=== Extracted records ===

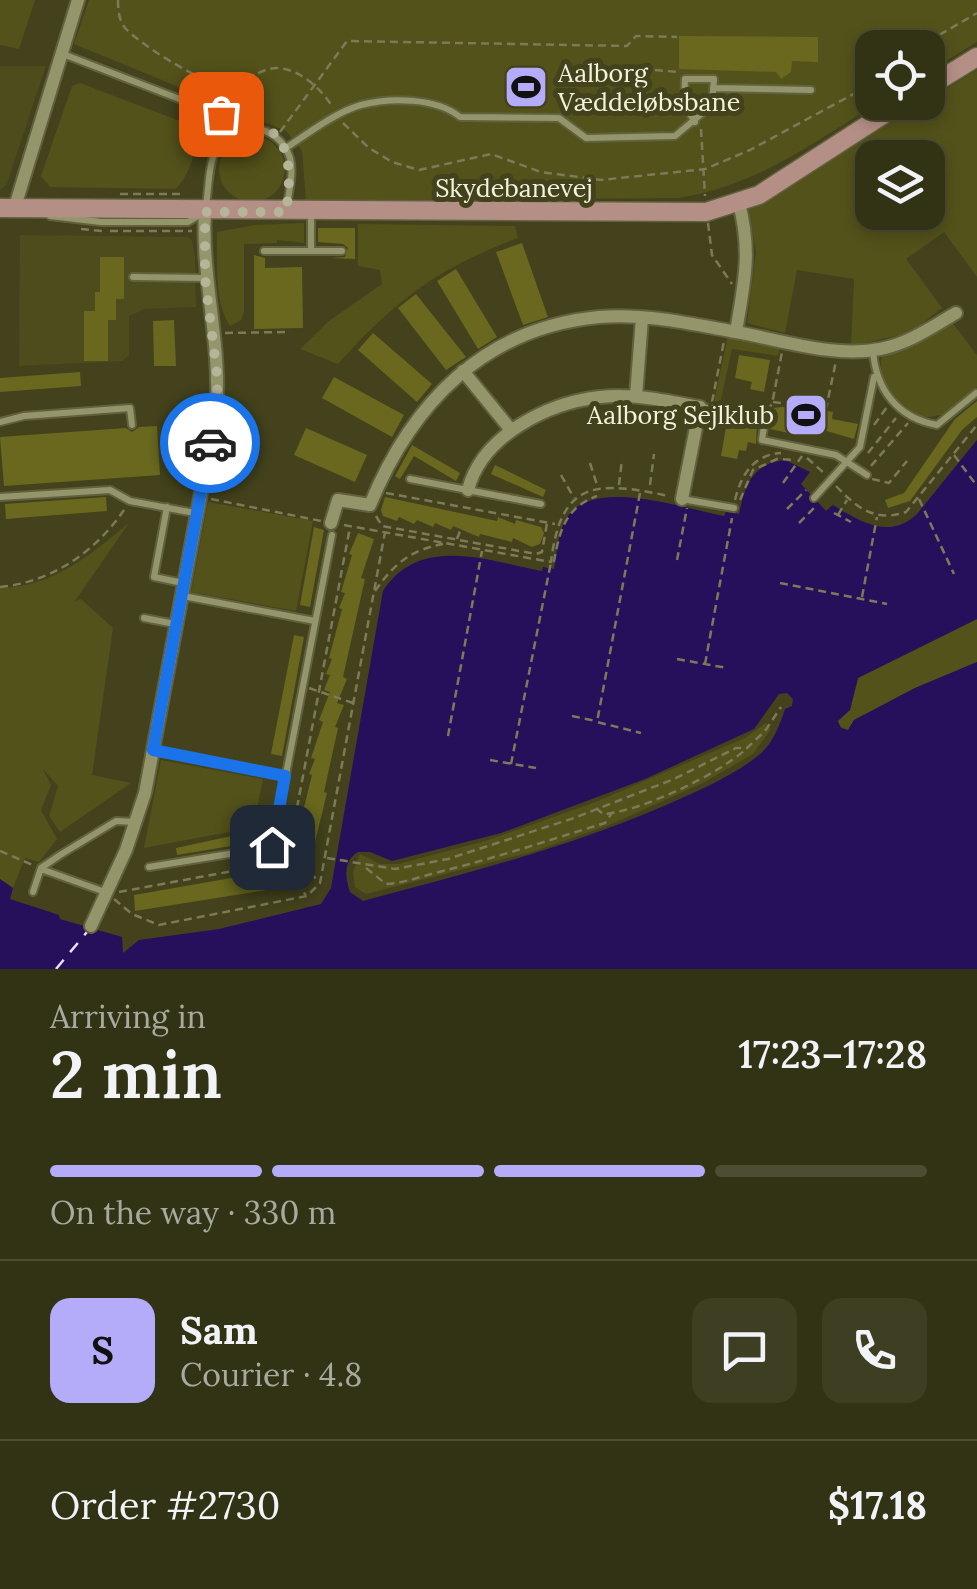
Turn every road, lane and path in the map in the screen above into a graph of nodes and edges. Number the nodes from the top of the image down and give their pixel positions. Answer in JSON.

===
=== Extracted records ===

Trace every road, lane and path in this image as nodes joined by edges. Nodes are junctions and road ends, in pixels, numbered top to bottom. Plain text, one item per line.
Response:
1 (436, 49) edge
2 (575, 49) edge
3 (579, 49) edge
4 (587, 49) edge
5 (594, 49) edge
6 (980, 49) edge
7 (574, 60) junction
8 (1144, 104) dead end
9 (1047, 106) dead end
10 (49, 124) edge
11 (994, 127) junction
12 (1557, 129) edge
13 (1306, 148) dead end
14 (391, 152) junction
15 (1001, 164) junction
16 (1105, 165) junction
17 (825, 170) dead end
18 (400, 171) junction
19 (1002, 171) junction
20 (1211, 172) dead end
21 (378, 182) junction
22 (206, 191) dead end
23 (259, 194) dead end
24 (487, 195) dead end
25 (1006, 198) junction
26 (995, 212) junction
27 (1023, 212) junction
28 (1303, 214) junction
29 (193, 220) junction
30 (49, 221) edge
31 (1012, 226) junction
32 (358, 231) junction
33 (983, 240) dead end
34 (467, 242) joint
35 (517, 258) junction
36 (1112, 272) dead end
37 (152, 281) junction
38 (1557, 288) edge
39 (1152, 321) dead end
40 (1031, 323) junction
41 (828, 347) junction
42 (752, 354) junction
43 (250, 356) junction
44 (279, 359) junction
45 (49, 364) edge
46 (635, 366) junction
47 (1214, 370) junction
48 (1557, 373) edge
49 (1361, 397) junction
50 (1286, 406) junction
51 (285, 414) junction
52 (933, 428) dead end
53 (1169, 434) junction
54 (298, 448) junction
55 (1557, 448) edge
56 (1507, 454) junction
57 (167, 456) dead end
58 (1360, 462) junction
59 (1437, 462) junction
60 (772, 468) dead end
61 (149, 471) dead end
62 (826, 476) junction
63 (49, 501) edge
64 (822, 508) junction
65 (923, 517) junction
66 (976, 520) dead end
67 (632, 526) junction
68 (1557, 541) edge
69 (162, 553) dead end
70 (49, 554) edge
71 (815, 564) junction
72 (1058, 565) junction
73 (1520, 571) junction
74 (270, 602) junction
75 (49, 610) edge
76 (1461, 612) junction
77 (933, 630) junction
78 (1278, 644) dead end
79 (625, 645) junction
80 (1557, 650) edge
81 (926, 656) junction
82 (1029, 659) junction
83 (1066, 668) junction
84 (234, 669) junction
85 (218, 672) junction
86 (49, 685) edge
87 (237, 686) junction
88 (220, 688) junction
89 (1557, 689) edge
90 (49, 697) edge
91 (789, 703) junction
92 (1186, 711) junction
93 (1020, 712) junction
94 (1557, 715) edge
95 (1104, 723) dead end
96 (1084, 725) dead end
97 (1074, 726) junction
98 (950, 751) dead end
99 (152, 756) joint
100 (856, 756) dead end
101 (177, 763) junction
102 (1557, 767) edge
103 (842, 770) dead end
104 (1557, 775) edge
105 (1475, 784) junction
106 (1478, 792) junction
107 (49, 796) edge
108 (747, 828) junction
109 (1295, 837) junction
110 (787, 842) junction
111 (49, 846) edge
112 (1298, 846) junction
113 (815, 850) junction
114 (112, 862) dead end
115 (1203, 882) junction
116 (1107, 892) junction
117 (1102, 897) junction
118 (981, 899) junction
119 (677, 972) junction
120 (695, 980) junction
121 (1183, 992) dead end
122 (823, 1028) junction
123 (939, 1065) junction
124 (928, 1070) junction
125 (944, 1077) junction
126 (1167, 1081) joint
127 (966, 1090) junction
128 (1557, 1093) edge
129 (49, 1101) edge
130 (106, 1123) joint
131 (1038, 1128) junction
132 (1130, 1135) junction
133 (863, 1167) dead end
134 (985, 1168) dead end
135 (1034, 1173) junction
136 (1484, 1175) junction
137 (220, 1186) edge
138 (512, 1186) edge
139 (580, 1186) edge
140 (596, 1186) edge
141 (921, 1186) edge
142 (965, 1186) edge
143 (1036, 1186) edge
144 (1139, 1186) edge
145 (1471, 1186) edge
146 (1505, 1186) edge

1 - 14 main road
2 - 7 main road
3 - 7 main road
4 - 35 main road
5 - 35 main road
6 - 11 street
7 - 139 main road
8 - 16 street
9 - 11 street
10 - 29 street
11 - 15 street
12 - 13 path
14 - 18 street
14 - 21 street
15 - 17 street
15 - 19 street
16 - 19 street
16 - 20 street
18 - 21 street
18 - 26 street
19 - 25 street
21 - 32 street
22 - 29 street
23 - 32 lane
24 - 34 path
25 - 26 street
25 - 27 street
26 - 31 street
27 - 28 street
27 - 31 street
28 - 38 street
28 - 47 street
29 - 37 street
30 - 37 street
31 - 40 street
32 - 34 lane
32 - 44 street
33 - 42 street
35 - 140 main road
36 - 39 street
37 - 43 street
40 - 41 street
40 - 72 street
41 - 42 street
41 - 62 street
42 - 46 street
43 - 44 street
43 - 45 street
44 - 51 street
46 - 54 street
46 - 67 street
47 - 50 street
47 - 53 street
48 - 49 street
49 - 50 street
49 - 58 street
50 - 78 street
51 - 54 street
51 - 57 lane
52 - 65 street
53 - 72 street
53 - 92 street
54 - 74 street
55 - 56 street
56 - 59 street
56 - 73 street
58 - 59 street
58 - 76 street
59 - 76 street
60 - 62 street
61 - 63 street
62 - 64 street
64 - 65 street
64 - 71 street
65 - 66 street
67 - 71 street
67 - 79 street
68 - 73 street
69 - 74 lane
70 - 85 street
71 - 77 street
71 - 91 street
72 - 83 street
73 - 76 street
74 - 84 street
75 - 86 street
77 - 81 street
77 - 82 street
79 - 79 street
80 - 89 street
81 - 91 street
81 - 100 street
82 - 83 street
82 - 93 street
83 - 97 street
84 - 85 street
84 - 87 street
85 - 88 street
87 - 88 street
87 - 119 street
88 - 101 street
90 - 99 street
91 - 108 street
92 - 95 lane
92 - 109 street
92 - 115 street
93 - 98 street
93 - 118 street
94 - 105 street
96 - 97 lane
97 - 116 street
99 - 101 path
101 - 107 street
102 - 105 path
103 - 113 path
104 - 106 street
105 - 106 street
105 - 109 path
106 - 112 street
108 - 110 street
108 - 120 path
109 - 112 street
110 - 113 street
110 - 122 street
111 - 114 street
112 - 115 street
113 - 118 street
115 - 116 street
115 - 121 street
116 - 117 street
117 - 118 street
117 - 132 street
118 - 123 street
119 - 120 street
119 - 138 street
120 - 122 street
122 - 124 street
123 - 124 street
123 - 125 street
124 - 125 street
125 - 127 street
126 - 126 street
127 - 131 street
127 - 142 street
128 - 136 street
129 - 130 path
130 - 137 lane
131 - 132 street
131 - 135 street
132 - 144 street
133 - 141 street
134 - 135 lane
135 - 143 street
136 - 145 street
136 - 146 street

===
=== Extracted records ===

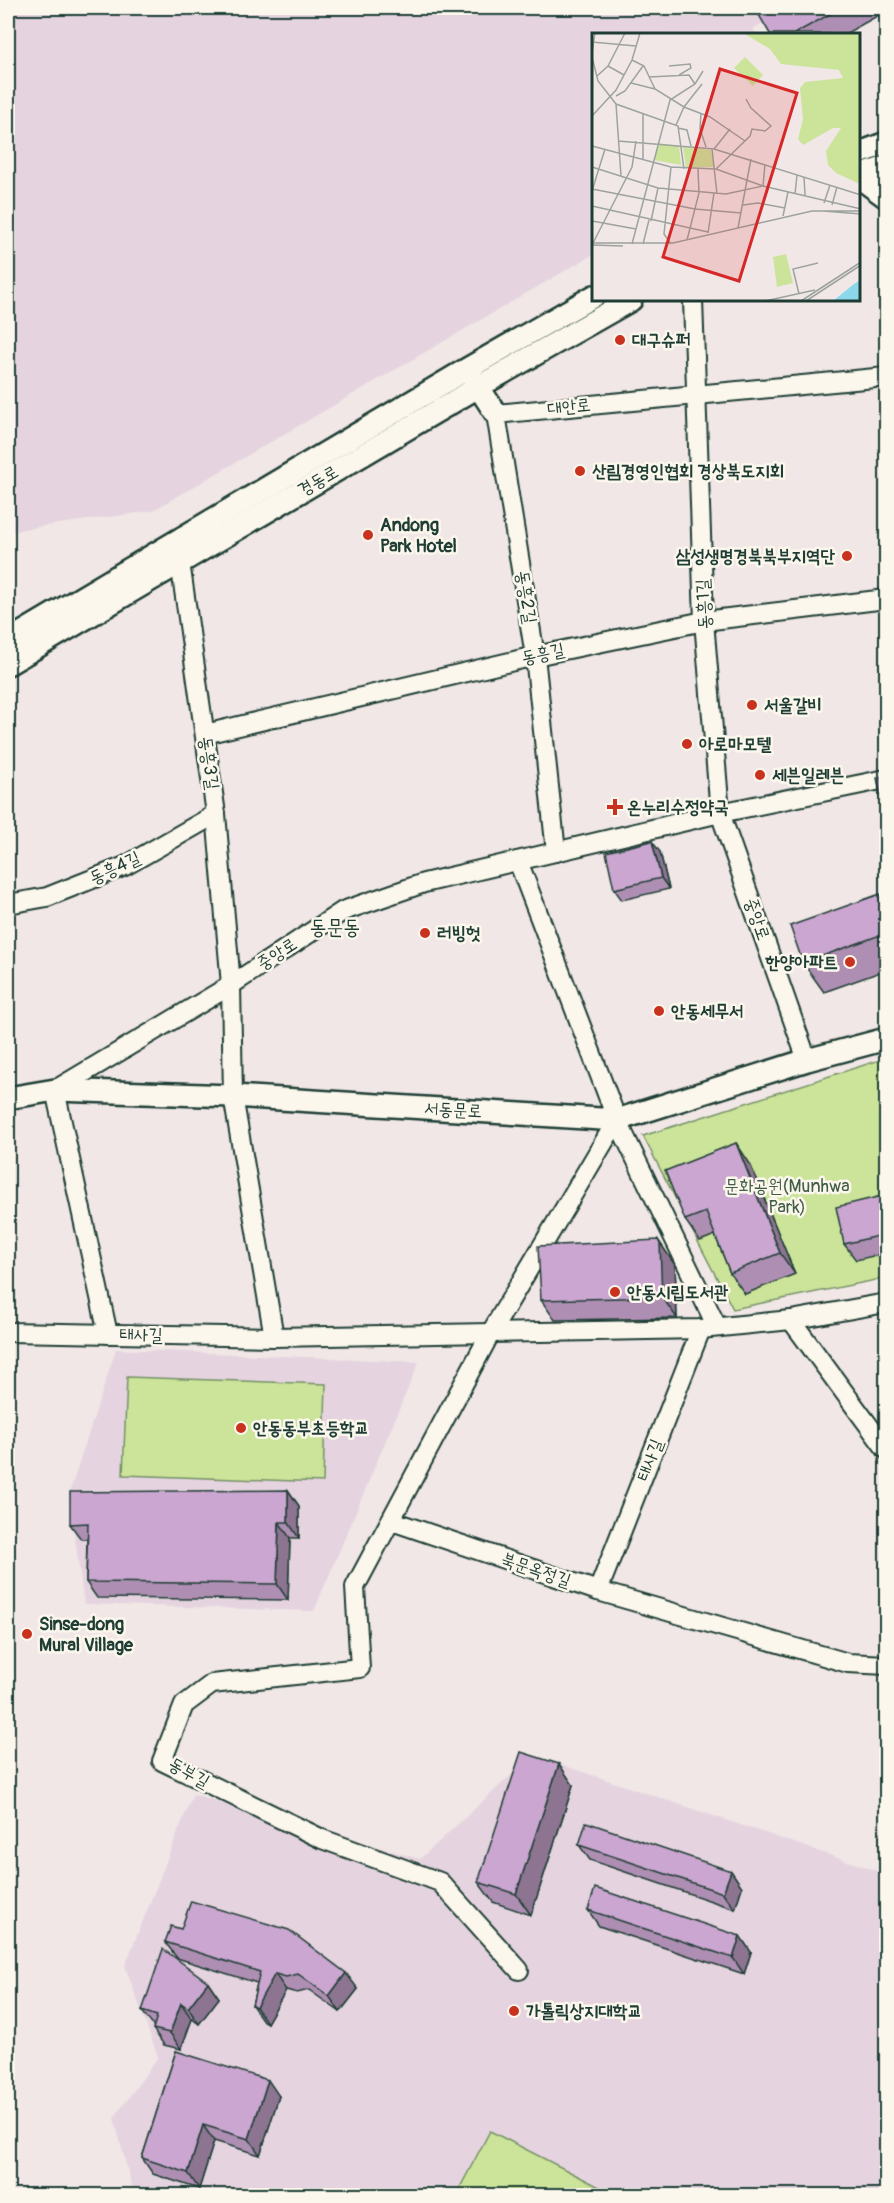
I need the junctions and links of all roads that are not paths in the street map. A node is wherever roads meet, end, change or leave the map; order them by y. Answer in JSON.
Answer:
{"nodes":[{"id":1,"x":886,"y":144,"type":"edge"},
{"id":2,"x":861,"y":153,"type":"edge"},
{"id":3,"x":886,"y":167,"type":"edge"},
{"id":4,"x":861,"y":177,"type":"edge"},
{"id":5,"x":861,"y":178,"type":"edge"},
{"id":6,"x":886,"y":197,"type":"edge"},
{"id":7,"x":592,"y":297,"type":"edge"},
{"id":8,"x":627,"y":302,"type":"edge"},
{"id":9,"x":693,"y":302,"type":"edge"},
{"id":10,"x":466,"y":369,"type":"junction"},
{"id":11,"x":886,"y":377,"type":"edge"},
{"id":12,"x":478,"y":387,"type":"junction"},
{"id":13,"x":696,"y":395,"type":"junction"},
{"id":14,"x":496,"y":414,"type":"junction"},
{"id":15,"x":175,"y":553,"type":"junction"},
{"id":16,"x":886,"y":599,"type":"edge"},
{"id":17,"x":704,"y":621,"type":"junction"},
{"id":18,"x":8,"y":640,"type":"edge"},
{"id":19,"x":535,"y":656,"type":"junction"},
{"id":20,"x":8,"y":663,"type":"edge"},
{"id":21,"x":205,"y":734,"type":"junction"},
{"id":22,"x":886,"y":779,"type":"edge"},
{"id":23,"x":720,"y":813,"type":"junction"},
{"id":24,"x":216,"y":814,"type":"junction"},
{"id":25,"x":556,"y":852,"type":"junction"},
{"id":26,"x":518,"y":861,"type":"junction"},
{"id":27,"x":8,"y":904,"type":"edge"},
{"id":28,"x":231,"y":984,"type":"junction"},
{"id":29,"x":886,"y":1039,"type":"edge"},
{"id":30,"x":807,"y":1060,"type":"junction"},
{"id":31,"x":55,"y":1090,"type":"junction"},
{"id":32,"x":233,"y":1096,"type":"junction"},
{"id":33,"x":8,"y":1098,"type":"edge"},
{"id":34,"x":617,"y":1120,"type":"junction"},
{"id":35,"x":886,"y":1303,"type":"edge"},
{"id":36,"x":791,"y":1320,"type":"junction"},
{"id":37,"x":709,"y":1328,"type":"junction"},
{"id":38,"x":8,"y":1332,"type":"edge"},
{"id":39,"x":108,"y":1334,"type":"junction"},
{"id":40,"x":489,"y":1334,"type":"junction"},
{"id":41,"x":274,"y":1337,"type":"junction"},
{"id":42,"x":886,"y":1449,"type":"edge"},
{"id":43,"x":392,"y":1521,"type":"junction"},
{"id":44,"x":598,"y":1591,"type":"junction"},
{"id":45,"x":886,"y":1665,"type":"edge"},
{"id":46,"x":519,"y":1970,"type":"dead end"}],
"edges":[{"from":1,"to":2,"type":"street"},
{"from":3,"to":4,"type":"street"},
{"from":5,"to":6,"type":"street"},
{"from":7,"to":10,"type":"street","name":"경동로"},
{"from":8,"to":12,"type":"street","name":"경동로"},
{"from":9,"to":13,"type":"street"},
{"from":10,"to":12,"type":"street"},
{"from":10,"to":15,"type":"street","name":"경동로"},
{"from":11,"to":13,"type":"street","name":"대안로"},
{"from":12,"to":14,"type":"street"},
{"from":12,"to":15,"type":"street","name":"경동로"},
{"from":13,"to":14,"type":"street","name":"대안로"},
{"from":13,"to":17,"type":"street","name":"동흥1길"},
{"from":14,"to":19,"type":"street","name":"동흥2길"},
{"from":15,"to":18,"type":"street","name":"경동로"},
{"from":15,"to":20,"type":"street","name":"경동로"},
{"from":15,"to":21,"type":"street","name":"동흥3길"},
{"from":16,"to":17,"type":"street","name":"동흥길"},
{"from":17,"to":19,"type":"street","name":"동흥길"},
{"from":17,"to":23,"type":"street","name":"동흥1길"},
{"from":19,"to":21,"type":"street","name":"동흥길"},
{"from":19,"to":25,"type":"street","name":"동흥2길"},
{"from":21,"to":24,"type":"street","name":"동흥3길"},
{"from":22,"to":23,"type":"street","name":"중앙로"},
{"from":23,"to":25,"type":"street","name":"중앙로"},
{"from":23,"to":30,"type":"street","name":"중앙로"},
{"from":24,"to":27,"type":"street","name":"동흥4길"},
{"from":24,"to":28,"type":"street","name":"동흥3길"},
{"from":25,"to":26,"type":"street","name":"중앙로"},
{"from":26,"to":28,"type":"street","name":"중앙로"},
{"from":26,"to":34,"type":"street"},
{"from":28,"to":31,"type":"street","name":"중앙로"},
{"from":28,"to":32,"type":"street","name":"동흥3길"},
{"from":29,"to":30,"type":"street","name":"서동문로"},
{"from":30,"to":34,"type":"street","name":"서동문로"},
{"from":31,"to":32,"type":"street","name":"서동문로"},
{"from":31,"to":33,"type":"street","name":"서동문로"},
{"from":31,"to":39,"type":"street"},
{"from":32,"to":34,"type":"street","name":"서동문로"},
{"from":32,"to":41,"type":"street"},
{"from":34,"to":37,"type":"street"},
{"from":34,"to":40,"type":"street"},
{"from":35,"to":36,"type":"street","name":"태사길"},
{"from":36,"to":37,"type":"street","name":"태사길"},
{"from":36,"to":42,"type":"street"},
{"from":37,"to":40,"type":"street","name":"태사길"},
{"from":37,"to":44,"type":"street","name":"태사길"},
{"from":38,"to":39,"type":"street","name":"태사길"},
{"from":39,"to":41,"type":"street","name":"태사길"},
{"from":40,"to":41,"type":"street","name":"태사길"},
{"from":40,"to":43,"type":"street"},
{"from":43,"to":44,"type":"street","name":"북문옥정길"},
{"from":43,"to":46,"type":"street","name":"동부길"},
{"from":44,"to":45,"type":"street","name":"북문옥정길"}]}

===

● Work request: Search the records above for the string "image". Report each line that has it.

● Reply to the task:
Turn every road, lane and path in the map in the screen above into a graph of nodes and edges. Number the nodes from the top of the image down and give their pixel positions. Answer in JSON.
Trace every road, lane and path in this image as nodes joined by edges. Nodes are junctions and road ends, in pixels, numbered top to bottom. Plain text, one item per line.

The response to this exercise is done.